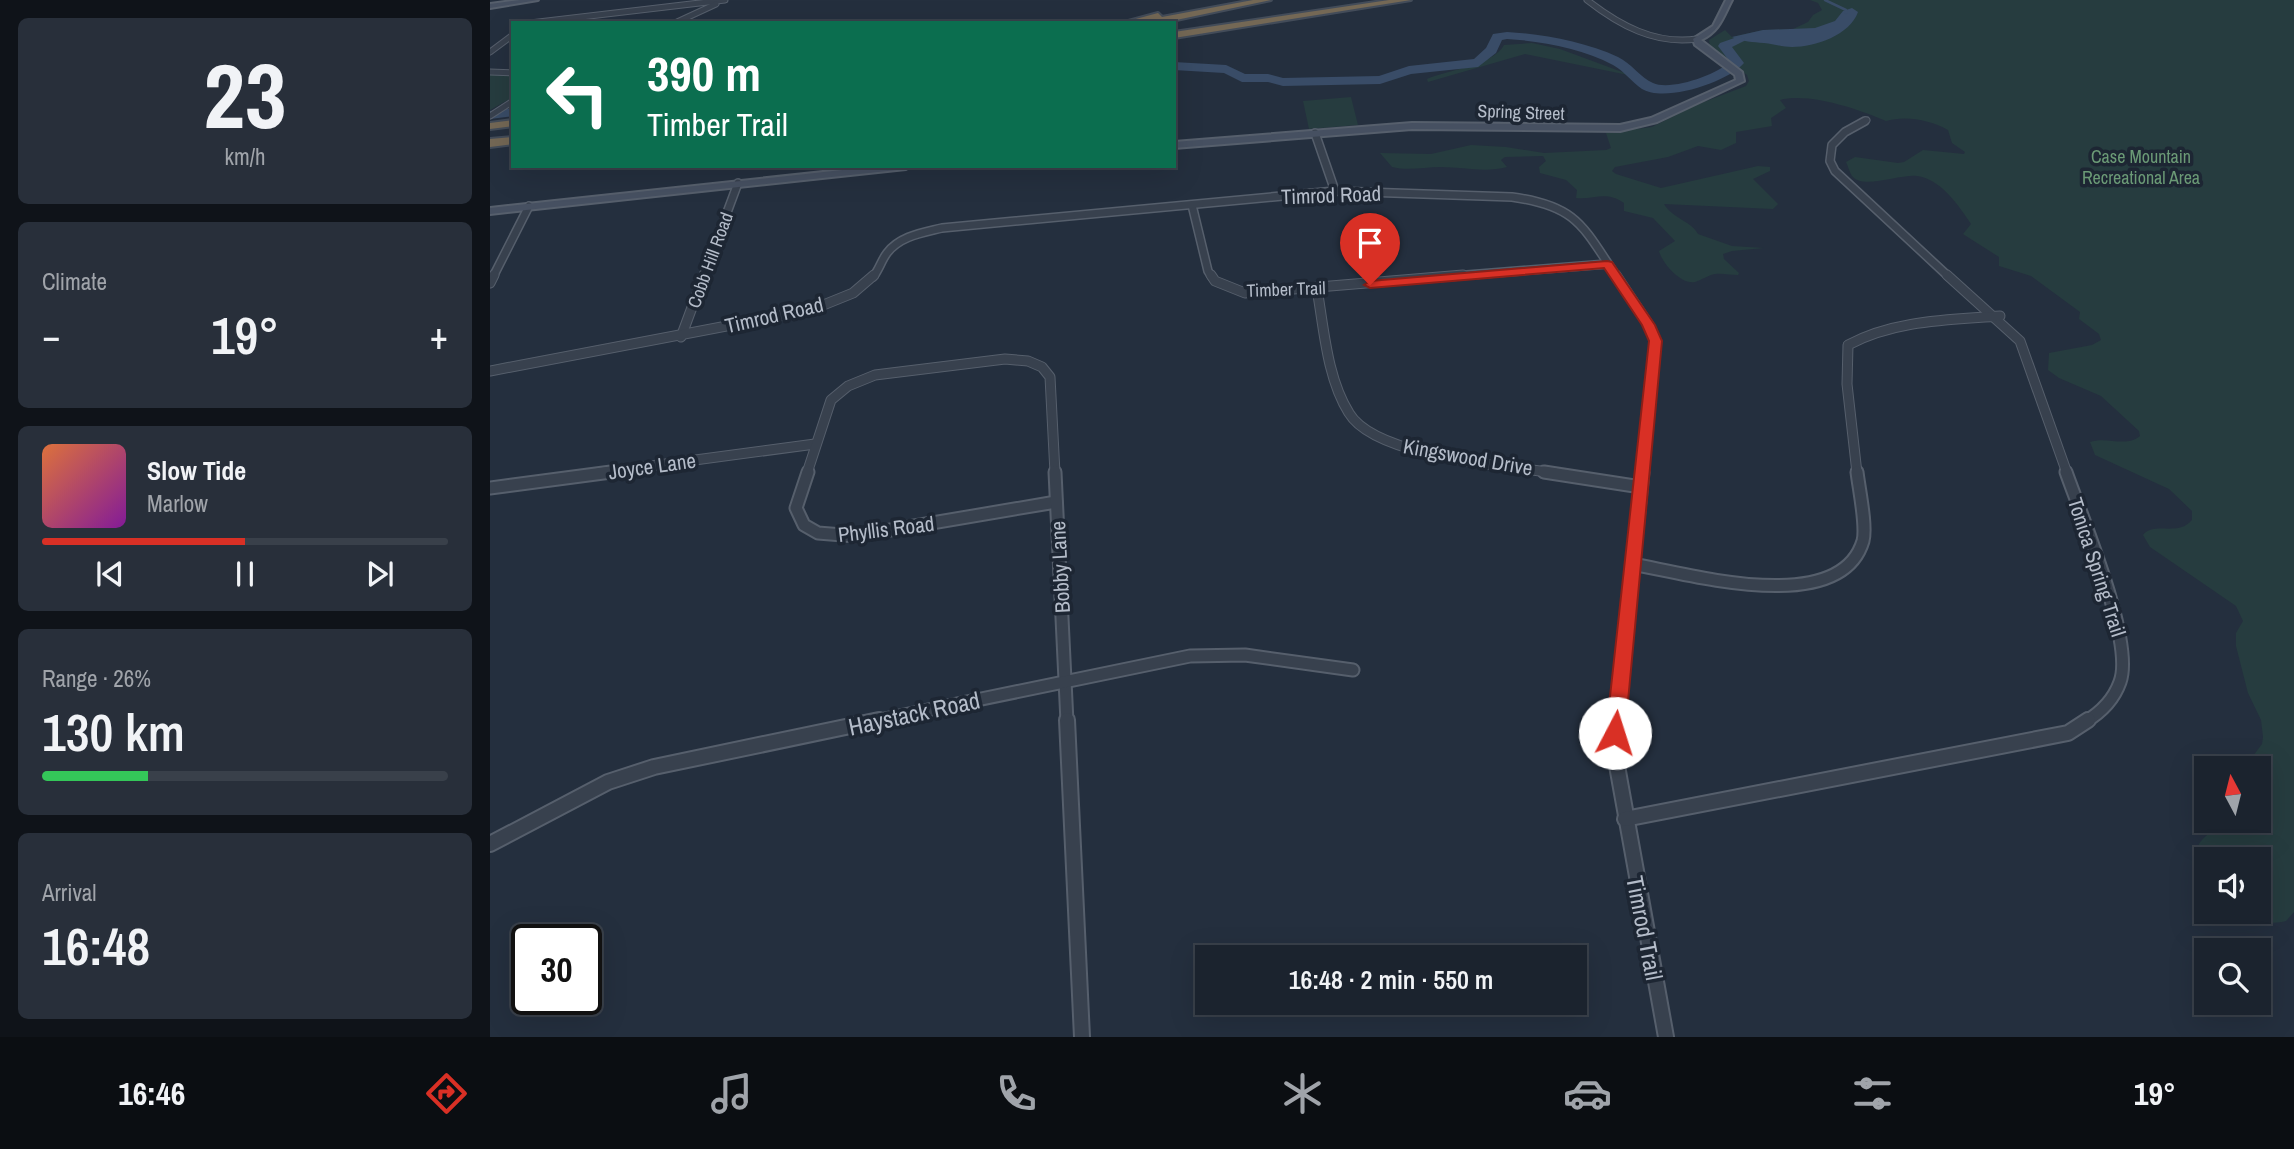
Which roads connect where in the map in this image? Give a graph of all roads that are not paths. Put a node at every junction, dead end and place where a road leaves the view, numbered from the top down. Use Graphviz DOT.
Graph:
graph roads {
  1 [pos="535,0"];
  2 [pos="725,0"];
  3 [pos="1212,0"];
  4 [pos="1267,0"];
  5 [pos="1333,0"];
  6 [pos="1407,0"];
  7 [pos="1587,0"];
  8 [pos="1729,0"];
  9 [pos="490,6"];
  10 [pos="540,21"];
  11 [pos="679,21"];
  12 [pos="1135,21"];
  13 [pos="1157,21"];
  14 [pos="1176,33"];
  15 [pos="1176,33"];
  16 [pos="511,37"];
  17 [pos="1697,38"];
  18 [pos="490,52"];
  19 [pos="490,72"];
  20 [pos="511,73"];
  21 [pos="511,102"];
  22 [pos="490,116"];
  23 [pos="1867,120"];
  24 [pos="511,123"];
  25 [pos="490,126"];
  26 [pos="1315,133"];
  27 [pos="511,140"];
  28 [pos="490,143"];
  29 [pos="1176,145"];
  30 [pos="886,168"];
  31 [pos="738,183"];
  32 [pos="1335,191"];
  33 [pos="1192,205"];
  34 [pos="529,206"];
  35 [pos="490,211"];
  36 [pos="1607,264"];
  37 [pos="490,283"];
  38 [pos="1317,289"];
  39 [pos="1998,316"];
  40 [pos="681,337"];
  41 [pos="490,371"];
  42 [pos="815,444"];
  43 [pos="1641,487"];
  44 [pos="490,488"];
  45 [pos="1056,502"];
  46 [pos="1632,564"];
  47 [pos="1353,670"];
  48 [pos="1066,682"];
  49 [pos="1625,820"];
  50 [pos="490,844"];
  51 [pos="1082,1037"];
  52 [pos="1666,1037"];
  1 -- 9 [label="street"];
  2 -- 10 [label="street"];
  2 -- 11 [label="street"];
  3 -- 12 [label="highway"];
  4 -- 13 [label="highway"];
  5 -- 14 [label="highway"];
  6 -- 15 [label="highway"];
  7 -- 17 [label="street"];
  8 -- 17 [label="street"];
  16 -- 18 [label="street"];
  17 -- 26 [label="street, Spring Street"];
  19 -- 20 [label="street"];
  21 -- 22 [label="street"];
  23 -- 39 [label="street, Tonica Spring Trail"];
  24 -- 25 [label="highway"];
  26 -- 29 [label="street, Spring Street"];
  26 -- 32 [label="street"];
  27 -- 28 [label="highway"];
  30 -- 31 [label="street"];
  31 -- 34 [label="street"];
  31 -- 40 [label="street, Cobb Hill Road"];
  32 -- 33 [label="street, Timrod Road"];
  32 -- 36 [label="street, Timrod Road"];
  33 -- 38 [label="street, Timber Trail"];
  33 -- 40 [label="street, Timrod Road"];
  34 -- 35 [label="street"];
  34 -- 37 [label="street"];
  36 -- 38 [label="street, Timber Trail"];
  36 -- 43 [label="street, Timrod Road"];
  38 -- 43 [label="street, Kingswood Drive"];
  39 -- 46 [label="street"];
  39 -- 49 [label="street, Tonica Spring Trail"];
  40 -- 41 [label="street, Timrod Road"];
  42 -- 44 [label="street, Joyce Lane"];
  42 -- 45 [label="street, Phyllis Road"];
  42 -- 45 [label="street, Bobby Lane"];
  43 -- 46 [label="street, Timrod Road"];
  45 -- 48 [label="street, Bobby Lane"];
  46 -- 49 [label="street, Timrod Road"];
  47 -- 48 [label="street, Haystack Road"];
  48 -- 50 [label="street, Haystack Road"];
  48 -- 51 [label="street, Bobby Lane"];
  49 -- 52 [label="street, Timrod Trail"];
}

ABOUT THIS TASK – Each line in the data that holds the string "Tonica" must be returned.

RESULT BELOW –
  23 -- 39 [label="street, Tonica Spring Trail"];
  39 -- 49 [label="street, Tonica Spring Trail"];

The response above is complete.